Sudan's Foreign Minister Ali Karti (R) speaks during a joint news conference with the US special envoy to Sudan, Princeton Lyman (Reuters)
Sudan’s Foreign Minister Ali Karti (R) speaks during a joint news conference with the US special envoy to Sudan, Princeton Lyman (Reuters)
“We have informed the US deputy chief of mission in Sudan, Dennis Hankins, that unless they quit their propaganda of famine in the three areas, we will expel them,” Sudan’s minister of international cooperation, Ishraqa Said Mahmoud, said in a press conference in the capital Khartoum.

Khartoum has been facing down international pressure, particularly from the US and the United Nations (UN), to let international aid groups operate in Sudan’s border states of South Kordofan and Blue Nile where fighting between government and rebel forces has displaced more than 417,000 since it erupted in June last year.

On 12 February, the UN Security Council (UNSC) issued a US backed statement expressing ‘growing alarm’ over rising levels of malnutrition and food insecurity in some areas in the two states and calling on the government and rebels to allow international groups to deliver aid.

The Sudanese government refuses to allow international aid groups to distribute aid in the two states, and has accused Washington of seeking to feed and support the rebels who, according to Khartoum, are already supported by neighbouring South Sudan.

Ishraqa said that the claims of famine in those areas were merely a bargaining chip against the government and an attempt to undermine its image.

She went on to criticise the US policy on Sudan, saying it was based not upon a quest for reforms as Washington alleges, but rather on “dangerous political agendas”.

According to the Sudanese minister, these agendas aim to separate South Kordofan and Blue Nile as well as giving Abyei to South Sudan.

The three areas, South Kordofan and Blue Nile and Abyei, are the most contentious issues of the 2005 Comprehensive Peace Agreement (CPA) which ended more than two decades of north-south civil war in the former united Sudan and paved the way for South Sudan’s secession in July last year.

While Abyei is being hotly contested by Khartoum and Juba, the north-south border states of South Kordofan and Blue Nile descended into war that pitted indigenous rebels, who fought as part of South Sudan’s army during the war, against government forces.

The Sudanese minister also criticised the illegal entry by US Congressman Frank Wolf and Journalist Nick Kristof into South Kordofan, saying it represented a blatant violation of Sudanese and international law, and showed that the two are supporting a rebel group.

The Sudanese embassy in Washington has already filed a strong protest against the fact that the two American citizens entered South Kordofan from South Sudan without a visa.

Khartoum’s bold threats come two days after the Sudanese president Omer Al-Bashir launched a severe attack on the US policy towards his country.
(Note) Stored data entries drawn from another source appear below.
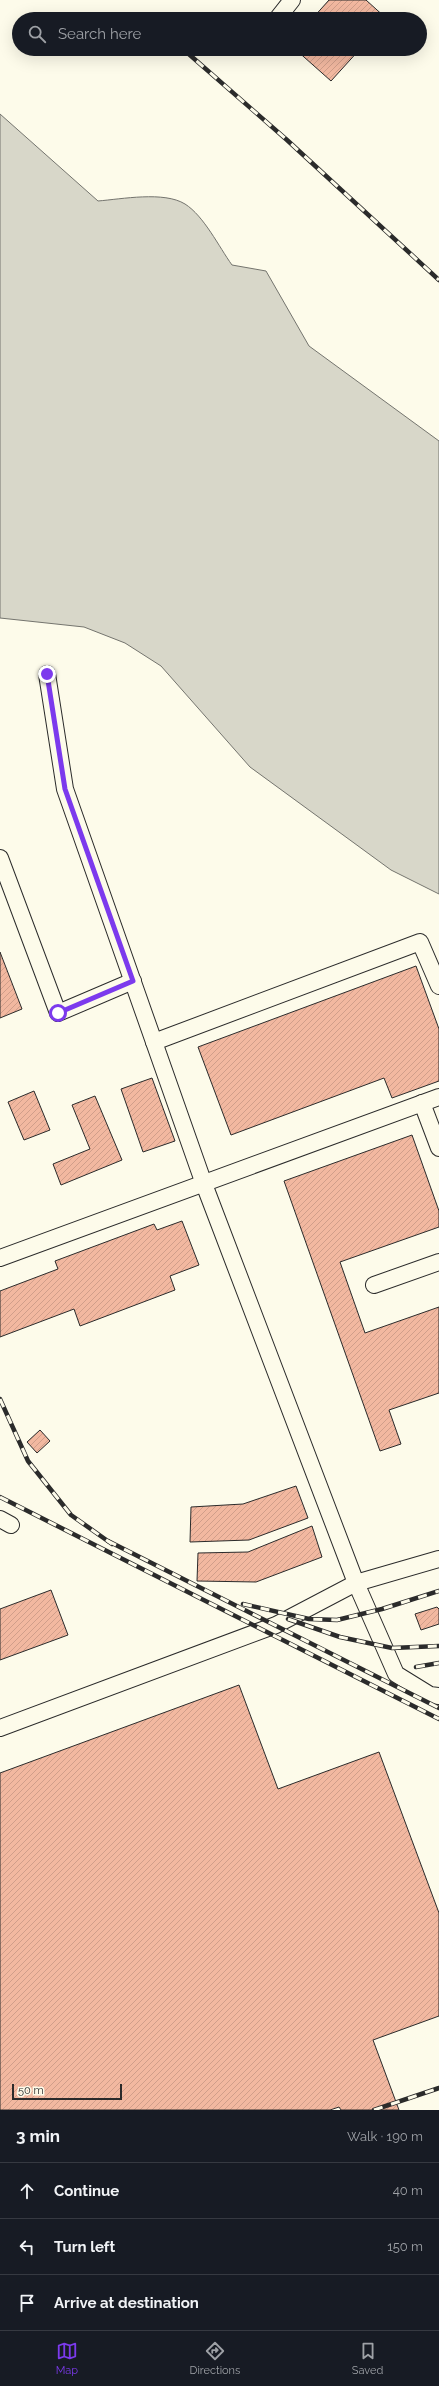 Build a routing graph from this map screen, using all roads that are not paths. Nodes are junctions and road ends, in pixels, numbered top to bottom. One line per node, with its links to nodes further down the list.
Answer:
1 (292, 0): 2 (lane)
2 (283, 12)
3 (47, 674): 5 (lane)
4 (0, 858): 5 (lane)
5 (133, 981): 7 (lane)
6 (439, 986): 7 (lane)
7 (154, 1042): 11 (lane)
8 (439, 1097): 9 (lane)
9 (422, 1103): 10 (lane); 11 (lane)
10 (439, 1148)
11 (204, 1184): 12 (lane); 16 (lane)
12 (0, 1258)
13 (439, 1262): 14 (lane)
14 (374, 1285)
15 (439, 1559): 16 (lane)
16 (356, 1583): 17 (lane); 18 (lane)
17 (439, 1696)
18 (0, 1728) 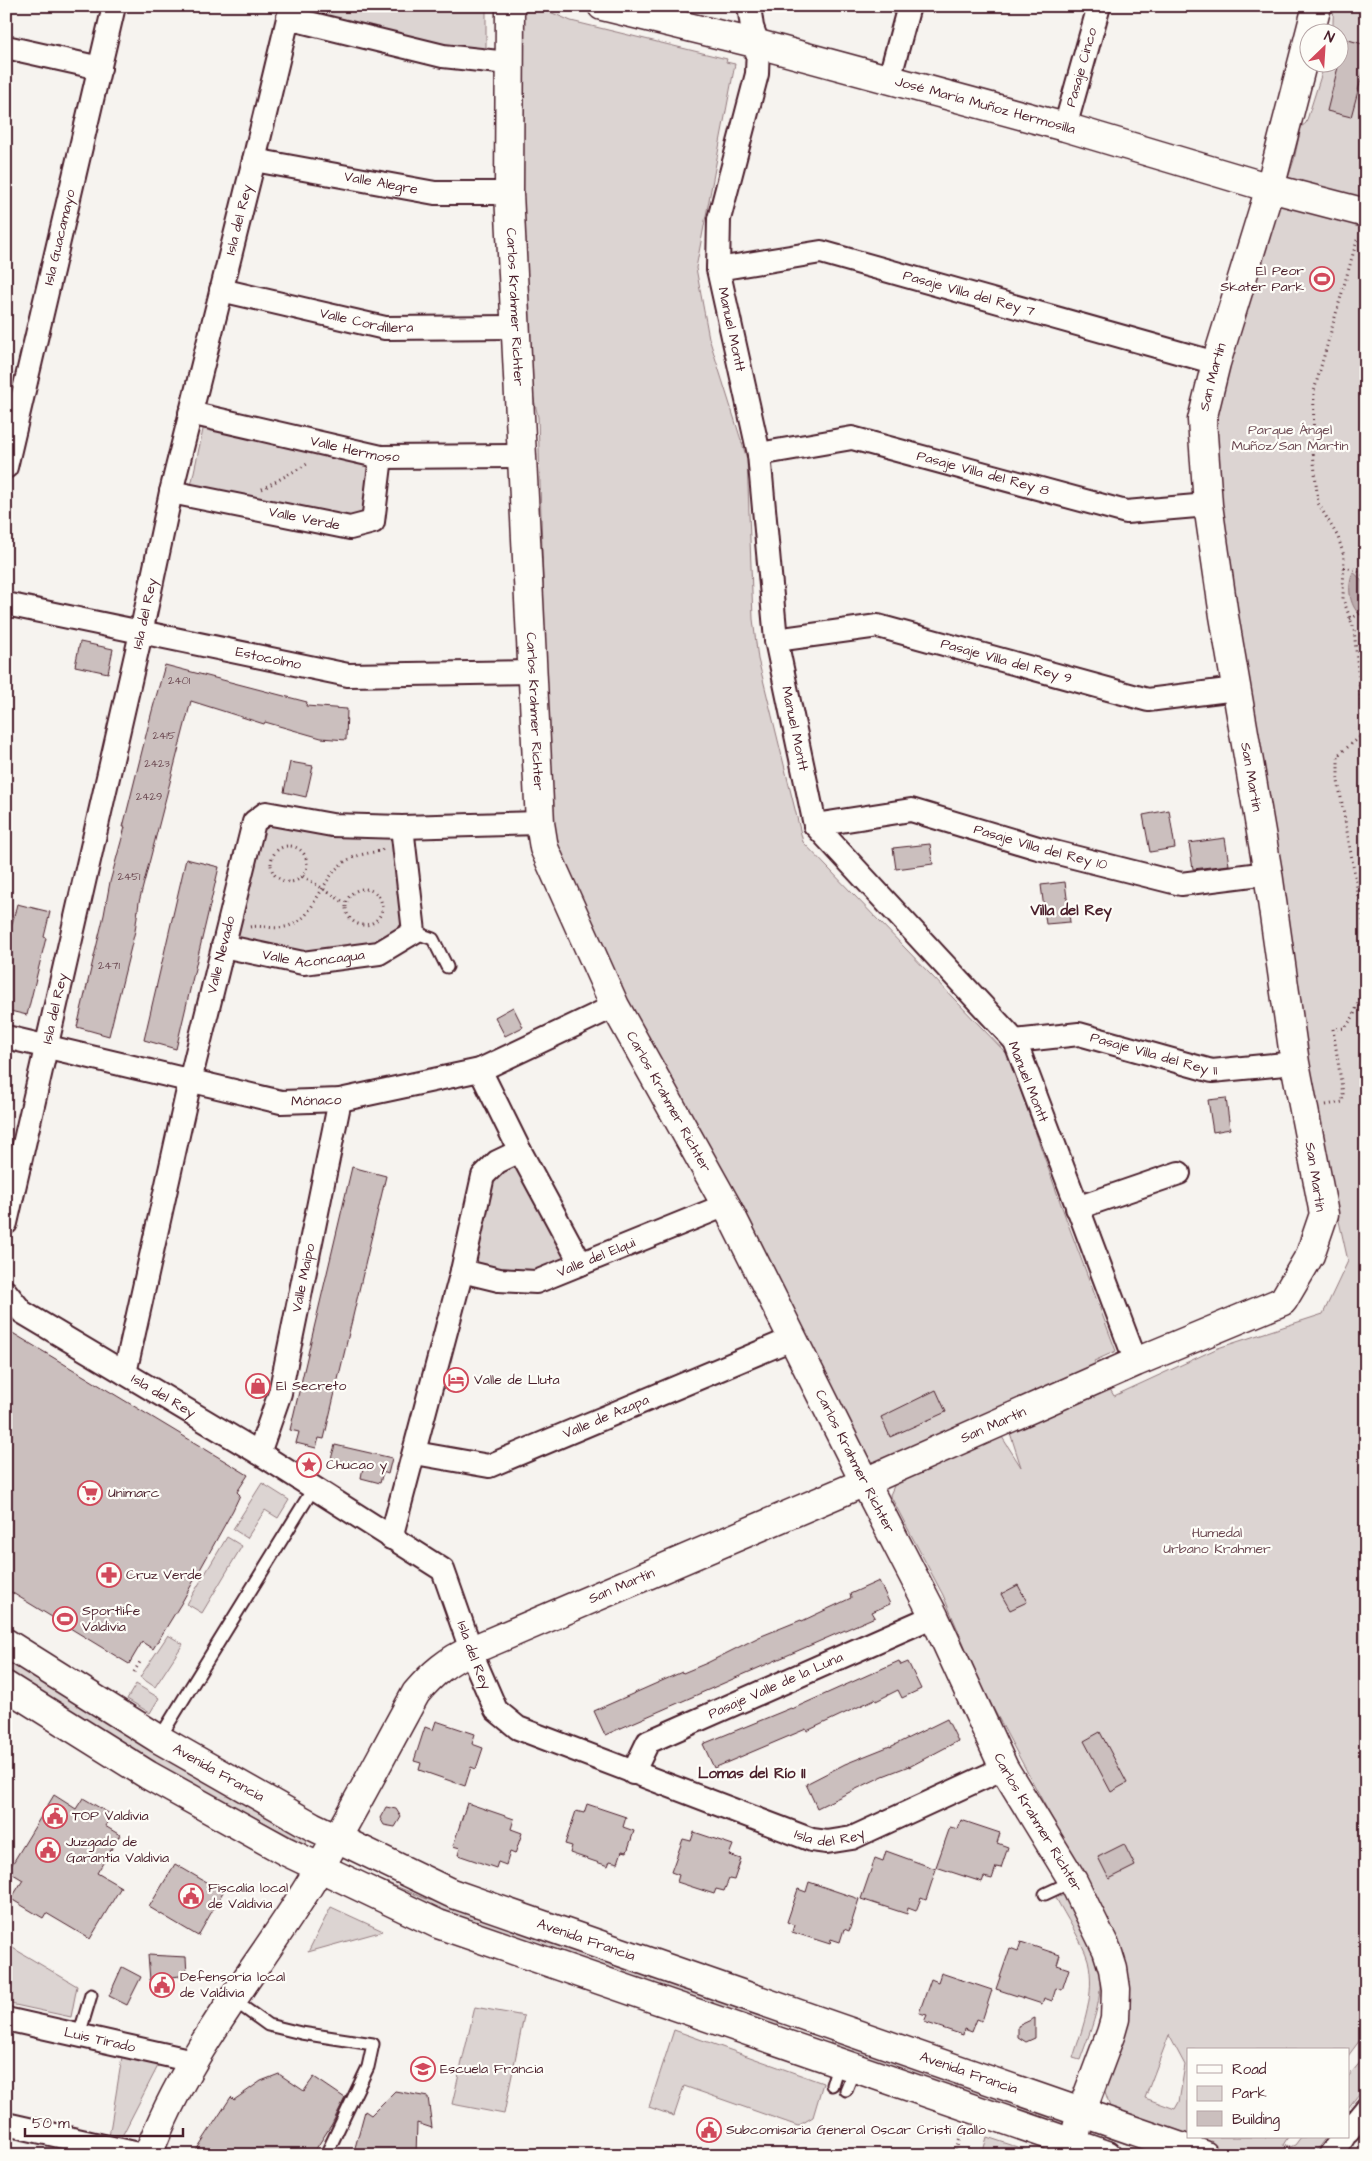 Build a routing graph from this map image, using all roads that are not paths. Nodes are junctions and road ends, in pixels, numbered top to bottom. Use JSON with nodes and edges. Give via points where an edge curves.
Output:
{"nodes":[{"id":1,"x":114,"y":6,"type":"edge"},
{"id":2,"x":510,"y":6,"type":"edge"},
{"id":3,"x":602,"y":6,"type":"edge"},
{"id":4,"x":749,"y":6,"type":"edge"},
{"id":5,"x":909,"y":6,"type":"edge"},
{"id":6,"x":1099,"y":6,"type":"edge"},
{"id":7,"x":1317,"y":6,"type":"edge"},
{"id":8,"x":289,"y":12,"type":"edge"},
{"id":9,"x":758,"y":44,"type":"junction"},
{"id":10,"x":6,"y":47,"type":"edge"},
{"id":11,"x":508,"y":63,"type":"junction"},
{"id":12,"x":100,"y":68,"type":"junction"},
{"id":13,"x":889,"y":80,"type":"junction"},
{"id":14,"x":1065,"y":127,"type":"junction"},
{"id":15,"x":254,"y":160,"type":"junction"},
{"id":16,"x":1270,"y":188,"type":"junction"},
{"id":17,"x":509,"y":193,"type":"junction"},
{"id":18,"x":1366,"y":213,"type":"edge"},
{"id":19,"x":718,"y":269,"type":"junction"},
{"id":20,"x":221,"y":290,"type":"junction"},
{"id":21,"x":514,"y":328,"type":"junction"},
{"id":22,"x":1216,"y":363,"type":"junction"},
{"id":23,"x":190,"y":414,"type":"junction"},
{"id":24,"x":759,"y":454,"type":"junction"},
{"id":25,"x":522,"y":456,"type":"junction"},
{"id":26,"x":381,"y":457,"type":"junction"},
{"id":27,"x":6,"y":467,"type":"edge"},
{"id":28,"x":171,"y":492,"type":"junction"},
{"id":29,"x":1208,"y":504,"type":"junction"},
{"id":30,"x":6,"y":604,"type":"edge"},
{"id":31,"x":141,"y":633,"type":"junction"},
{"id":32,"x":776,"y":640,"type":"junction"},
{"id":33,"x":533,"y":672,"type":"junction"},
{"id":34,"x":1236,"y":689,"type":"junction"},
{"id":35,"x":540,"y":823,"type":"junction"},
{"id":36,"x":815,"y":825,"type":"junction"},
{"id":37,"x":402,"y":827,"type":"junction"},
{"id":38,"x":1268,"y":873,"type":"junction"},
{"id":39,"x":414,"y":932,"type":"junction"},
{"id":40,"x":223,"y":946,"type":"junction"},
{"id":41,"x":447,"y":967,"type":"dead end"},
{"id":42,"x":615,"y":1006,"type":"junction"},
{"id":43,"x":6,"y":1037,"type":"edge"},
{"id":44,"x":1014,"y":1041,"type":"junction"},
{"id":45,"x":46,"y":1046,"type":"junction"},
{"id":46,"x":1295,"y":1063,"type":"junction"},
{"id":47,"x":480,"y":1070,"type":"junction"},
{"id":48,"x":190,"y":1081,"type":"junction"},
{"id":49,"x":340,"y":1100,"type":"junction"},
{"id":50,"x":520,"y":1151,"type":"junction"},
{"id":51,"x":1179,"y":1173,"type":"dead end"},
{"id":52,"x":726,"y":1204,"type":"junction"},
{"id":53,"x":1077,"y":1208,"type":"junction"},
{"id":54,"x":6,"y":1223,"type":"edge"},
{"id":55,"x":581,"y":1264,"type":"junction"},
{"id":56,"x":462,"y":1271,"type":"junction"},
{"id":57,"x":6,"y":1292,"type":"edge"},
{"id":58,"x":794,"y":1338,"type":"junction"},
{"id":59,"x":1136,"y":1362,"type":"junction"},
{"id":60,"x":125,"y":1373,"type":"junction"},
{"id":61,"x":415,"y":1452,"type":"junction"},
{"id":62,"x":259,"y":1453,"type":"junction"},
{"id":63,"x":865,"y":1482,"type":"junction"},
{"id":64,"x":313,"y":1488,"type":"junction"},
{"id":65,"x":391,"y":1538,"type":"junction"},
{"id":66,"x":934,"y":1616,"type":"junction"},
{"id":67,"x":6,"y":1643,"type":"edge"},
{"id":68,"x":472,"y":1650,"type":"junction"},
{"id":69,"x":9,"y":1694,"type":"edge"},
{"id":70,"x":159,"y":1739,"type":"junction"},
{"id":71,"x":1004,"y":1768,"type":"junction"},
{"id":72,"x":633,"y":1773,"type":"junction"},
{"id":73,"x":336,"y":1839,"type":"junction"},
{"id":74,"x":319,"y":1869,"type":"junction"},
{"id":75,"x":1073,"y":1881,"type":"junction"},
{"id":76,"x":1045,"y":1894,"type":"dead end"},
{"id":77,"x":91,"y":1995,"type":"dead end"},
{"id":78,"x":232,"y":1999,"type":"junction"},
{"id":79,"x":810,"y":2018,"type":"junction"},
{"id":80,"x":6,"y":2019,"type":"edge"},
{"id":81,"x":79,"y":2035,"type":"junction"},
{"id":82,"x":802,"y":2049,"type":"junction"},
{"id":83,"x":193,"y":2061,"type":"junction"},
{"id":84,"x":1366,"y":2109,"type":"edge"},
{"id":85,"x":1081,"y":2113,"type":"junction"},
{"id":86,"x":6,"y":2124,"type":"edge"},
{"id":87,"x":1350,"y":2129,"type":"edge"},
{"id":88,"x":1342,"y":2138,"type":"edge"},
{"id":89,"x":1072,"y":2149,"type":"edge"},
{"id":90,"x":143,"y":2155,"type":"edge"},
{"id":91,"x":148,"y":2155,"type":"edge"},
{"id":92,"x":326,"y":2155,"type":"edge"},
{"id":93,"x":1107,"y":2155,"type":"edge"},
{"id":94,"x":1204,"y":2155,"type":"edge"},
{"id":95,"x":1330,"y":2155,"type":"edge"}],
"edges":[{"from":1,"to":12,"type":"street","name":"Isla Guacamayo"},
{"from":2,"to":11,"type":"street","name":"Carlos Krahmer Richter"},
{"from":3,"to":9,"type":"street","name":"José María Muñoz Hermosilla"},
{"from":4,"to":9,"type":"street","name":"Manuel Montt"},
{"from":5,"to":13,"type":"street"},
{"from":6,"to":14,"type":"street","name":"Pasaje Cinco"},
{"from":7,"to":16,"type":"street","name":"San Martín"},
{"from":8,"to":11,"type":"street","via":[[443,56]]},
{"from":8,"to":15,"type":"street","name":"Isla del Rey"},
{"from":9,"to":13,"type":"street","name":"José María Muñoz Hermosilla"},
{"from":9,"to":19,"type":"street","name":"Manuel Montt","via":[[757,74],[719,219]]},
{"from":10,"to":12,"type":"street"},
{"from":11,"to":17,"type":"street","name":"Carlos Krahmer Richter"},
{"from":12,"to":27,"type":"street","name":"Isla Guacamayo"},
{"from":13,"to":14,"type":"street","name":"José María Muñoz Hermosilla"},
{"from":14,"to":16,"type":"street","name":"José María Muñoz Hermosilla"},
{"from":15,"to":17,"type":"street","name":"Valle Alegre","via":[[435,193]]},
{"from":15,"to":20,"type":"street","name":"Isla del Rey"},
{"from":16,"to":18,"type":"street","name":"José María Muñoz Hermosilla"},
{"from":16,"to":22,"type":"street","name":"San Martín"},
{"from":17,"to":21,"type":"street","name":"Carlos Krahmer Richter"},
{"from":19,"to":22,"type":"street","name":"Pasaje Villa del Rey 7","via":[[821,252]]},
{"from":19,"to":24,"type":"street","name":"Manuel Montt"},
{"from":20,"to":21,"type":"street","name":"Valle Cordillera","via":[[385,328]]},
{"from":20,"to":23,"type":"street","name":"Isla del Rey"},
{"from":21,"to":25,"type":"street","name":"Carlos Krahmer Richter"},
{"from":22,"to":29,"type":"street","name":"San Martín","via":[[1202,420]]},
{"from":23,"to":26,"type":"street","name":"Valle Hermoso"},
{"from":23,"to":28,"type":"street","name":"Isla del Rey"},
{"from":24,"to":29,"type":"street","name":"Pasaje Villa del Rey 8","via":[[852,438],[1126,512]]},
{"from":24,"to":32,"type":"street","name":"Manuel Montt"},
{"from":25,"to":26,"type":"street","name":"Valle Hermoso"},
{"from":25,"to":33,"type":"street","name":"Carlos Krahmer Richter"},
{"from":26,"to":28,"type":"street","name":"Valle Verde","via":[[373,522],[350,528]]},
{"from":28,"to":31,"type":"street","name":"Isla del Rey"},
{"from":29,"to":34,"type":"street","name":"San Martín"},
{"from":30,"to":31,"type":"street","name":"Estocolmo"},
{"from":31,"to":33,"type":"street","name":"Estocolmo","via":[[348,675]]},
{"from":31,"to":45,"type":"street","name":"Isla del Rey"},
{"from":32,"to":34,"type":"street","name":"Pasaje Villa del Rey 9","via":[[878,626],[1148,700]]},
{"from":32,"to":36,"type":"street","name":"Manuel Montt"},
{"from":33,"to":35,"type":"street","name":"Carlos Krahmer Richter"},
{"from":34,"to":38,"type":"street","name":"San Martín"},
{"from":35,"to":37,"type":"street","name":"Valle Nevado"},
{"from":35,"to":42,"type":"street","name":"Carlos Krahmer Richter","via":[[551,866]]},
{"from":36,"to":38,"type":"street","name":"Pasaje Villa del Rey 10","via":[[911,810],[1038,848],[1181,884]]},
{"from":36,"to":44,"type":"street","name":"Manuel Montt"},
{"from":37,"to":39,"type":"street"},
{"from":37,"to":40,"type":"street","name":"Valle Nevado","via":[[332,825],[266,813],[254,822]]},
{"from":38,"to":46,"type":"street","name":"San Martín"},
{"from":39,"to":40,"type":"street","name":"Valle Aconcagua","via":[[378,953],[303,963]]},
{"from":39,"to":41,"type":"lane","via":[[433,939]]},
{"from":40,"to":48,"type":"street","name":"Valle Nevado"},
{"from":42,"to":47,"type":"street","name":"Mónaco"},
{"from":42,"to":52,"type":"street","name":"Carlos Krahmer Richter"},
{"from":43,"to":45,"type":"street","name":"Mónaco"},
{"from":44,"to":46,"type":"street","name":"Pasaje Villa del Rey 11","via":[[1079,1034],[1212,1071]]},
{"from":44,"to":53,"type":"street","name":"Manuel Montt"},
{"from":45,"to":48,"type":"street","name":"Mónaco"},
{"from":45,"to":54,"type":"street","name":"Isla del Rey"},
{"from":46,"to":59,"type":"street","name":"San Martín","via":[[1324,1214],[1310,1255],[1283,1300]]},
{"from":47,"to":49,"type":"street","name":"Mónaco"},
{"from":47,"to":50,"type":"street"},
{"from":48,"to":49,"type":"street","name":"Mónaco","via":[[281,1102]]},
{"from":48,"to":60,"type":"street","name":"Valle Nevado"},
{"from":49,"to":62,"type":"street","name":"Valle Maipo","via":[[280,1393]]},
{"from":50,"to":55,"type":"street"},
{"from":50,"to":56,"type":"street","via":[[496,1162],[483,1176]]},
{"from":51,"to":53,"type":"street"},
{"from":52,"to":55,"type":"street","name":"Valle del Elqui"},
{"from":52,"to":58,"type":"street","name":"Carlos Krahmer Richter"},
{"from":53,"to":59,"type":"street","name":"Manuel Montt"},
{"from":55,"to":56,"type":"street","name":"Valle del Elqui","via":[[536,1282],[499,1280]]},
{"from":56,"to":61,"type":"street"},
{"from":57,"to":60,"type":"street","name":"Isla del Rey","via":[[22,1312]]},
{"from":58,"to":61,"type":"street","name":"Valle de Azapa","via":[[489,1466]]},
{"from":58,"to":63,"type":"street","name":"Carlos Krahmer Richter"},
{"from":59,"to":63,"type":"street","name":"San Martín"},
{"from":60,"to":62,"type":"street","name":"Isla del Rey"},
{"from":61,"to":65,"type":"street"},
{"from":62,"to":64,"type":"street","name":"Isla del Rey"},
{"from":63,"to":66,"type":"street","name":"Carlos Krahmer Richter"},
{"from":63,"to":68,"type":"street","name":"San Martín"},
{"from":64,"to":65,"type":"street","name":"Isla del Rey"},
{"from":64,"to":70,"type":"lane"},
{"from":65,"to":68,"type":"street","name":"Isla del Rey","via":[[444,1570]]},
{"from":66,"to":71,"type":"street","name":"Carlos Krahmer Richter"},
{"from":66,"to":72,"type":"street","name":"Pasaje Valle de la Luna","via":[[648,1742]]},
{"from":67,"to":70,"type":"street","name":"Avenida Francia"},
{"from":68,"to":72,"type":"street","name":"Isla del Rey","via":[[496,1710],[518,1728]]},
{"from":68,"to":73,"type":"street","name":"San Martín","via":[[442,1666],[416,1694]]},
{"from":69,"to":74,"type":"street"},
{"from":70,"to":73,"type":"street","name":"Avenida Francia"},
{"from":71,"to":72,"type":"street","name":"Isla del Rey","via":[[857,1836],[827,1842],[812,1840]]},
{"from":71,"to":75,"type":"street","name":"Carlos Krahmer Richter"},
{"from":73,"to":74,"type":"street","name":"San Martín"},
{"from":73,"to":79,"type":"street","name":"Avenida Francia","via":[[451,1893]]},
{"from":74,"to":78,"type":"street","name":"San Martín"},
{"from":74,"to":82,"type":"street","via":[[438,1924]]},
{"from":75,"to":76,"type":"lane"},
{"from":75,"to":85,"type":"street","name":"Carlos Krahmer Richter","via":[[1107,1950],[1116,1989],[1115,2019]]},
{"from":77,"to":81,"type":"lane"},
{"from":78,"to":83,"type":"street","name":"San Martín"},
{"from":78,"to":92,"type":"lane","via":[[268,2025],[373,2044],[368,2067]]},
{"from":79,"to":82,"type":"street"},
{"from":79,"to":85,"type":"street","name":"Avenida Francia"},
{"from":80,"to":81,"type":"street","name":"Luis Tirado"},
{"from":81,"to":83,"type":"street","name":"Luis Tirado"},
{"from":82,"to":89,"type":"street","via":[[843,2076]]},
{"from":83,"to":91,"type":"street","name":"San Martín","via":[[161,2119]]},
{"from":84,"to":87,"type":"street"},
{"from":85,"to":89,"type":"street","name":"Carlos Krahmer Richter"},
{"from":85,"to":94,"type":"street","name":"Avenida Francia"},
{"from":86,"to":90,"type":"street"},
{"from":88,"to":95,"type":"street"},
{"from":89,"to":93,"type":"street"}]}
Bashir said that Khartoum was neither interested nor intimidated by whatever incentives or disincentives Washington has to offer.

He also hinted the US special envoy to Sudan Princeton Lyman is collaborating with the rebels.

US Secretary of State Hillary Clinton accused Bashir last week of working to undermine the CPA and the independence of South Sudan. She further warned that her country is willing to take measures against the Sudanese leader.